In week five of our countdown to Rufus Wainwright’s re-creation of Judy Garland’s show at Carnegie Hall, we check back in with our leading man. Among the latest developments is that Wainwright has had to revise his opinion of some of the material. “There were actually certain songs I hated,” he admits. “I was ready to announce from the stage that they were terrible but I had to do them anyway because they were in the show. But now I find that those songs are becoming my favorites.” He chortles. “I didn’t care for ‘Who Cares?’ and ‘How Long Has This Been Going On?’ But now I’m finding that those songs are becoming my favorites, in a weird way. They were less obvious to me, and I felt I could add another slant to them that made me happy. And there’s other songs which initially I thought were pure camp that are actually turning out to be more musically profound, like ‘Rock-a-Bye Your Baby.’ If you hit a steady emotional current, you can recreate a turn-of-the-century sentimental beauty. If you do it with that respect, that Al Jolson reverence, it’s actually quite touching and moving. The song that’s still the most demanding is ‘The Man That Got Away.’ For one thing it’s the most famous; it’s also the most dramatic, and just fabulous. It is the towering colossus of the set. So that one is still at the top in terms of being the hardest but also the most fulfilling.”
But the ultimate challenge may well be to perform the whole lot, and in sequence. “When she did it, she was 39 and a drug addict, which I think helped at certain moments,” Wainwright says with a laugh. “I’m ten years younger and pretty fit right now, so I should be able to do it.”

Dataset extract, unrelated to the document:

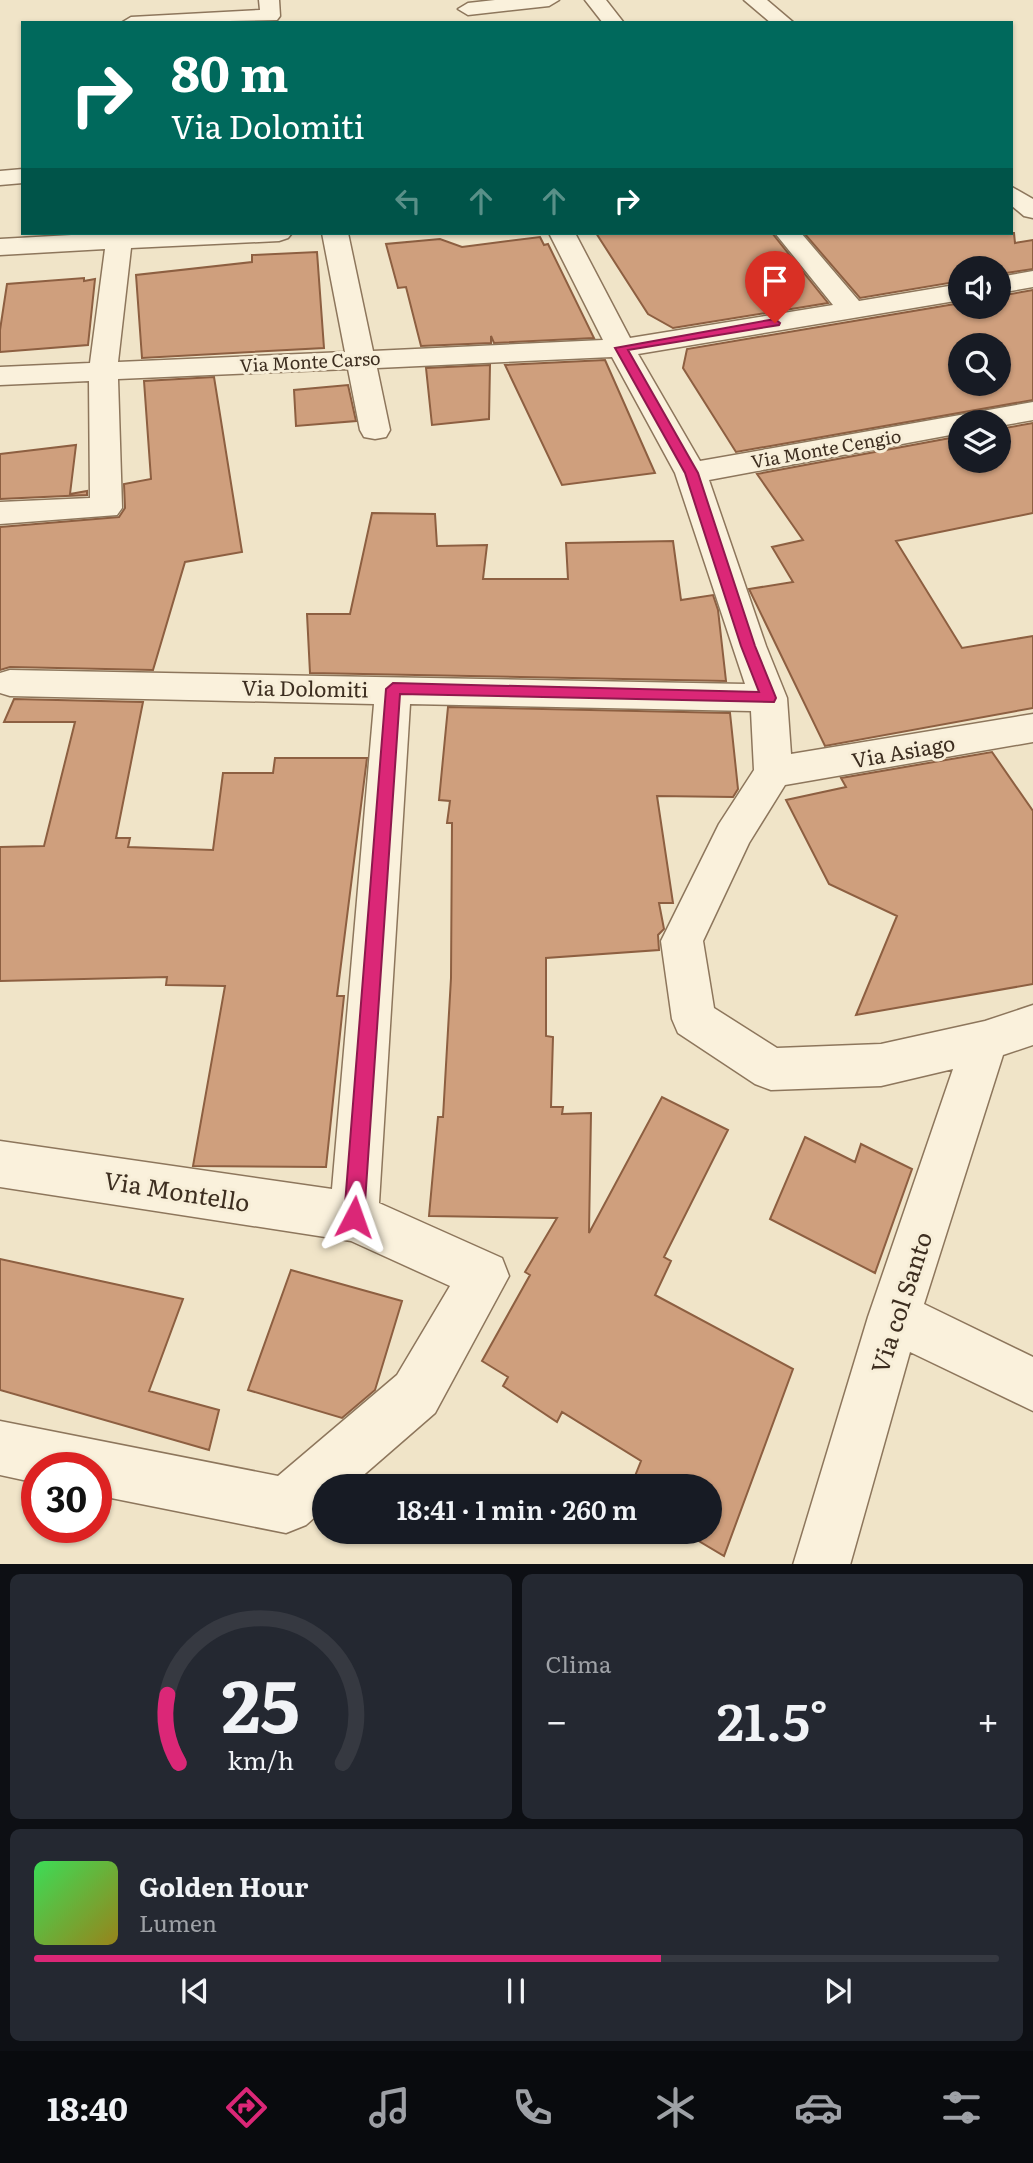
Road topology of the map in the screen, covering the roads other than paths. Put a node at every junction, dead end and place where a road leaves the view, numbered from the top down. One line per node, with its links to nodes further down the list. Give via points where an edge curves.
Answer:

To achieve the right feel for the material, Wainwright opted to do some rehearsals in a theater rather than a studio. “That was just two days of rehearsal in which I did whatever I wanted and attempted to exorcise the little showbiz demons spinning around in my brain,” he says. “So I basically was silly and childish, which was really good because there were certain things that worked. That was my Jackson Pollock rendition of a Judy Garland show. Sam Mendes has been coming to rehearsals and fine-tuning what I’m trying to do. I’ve been refining my vaudevillian sensibility, without becoming a parody of showbusiness.”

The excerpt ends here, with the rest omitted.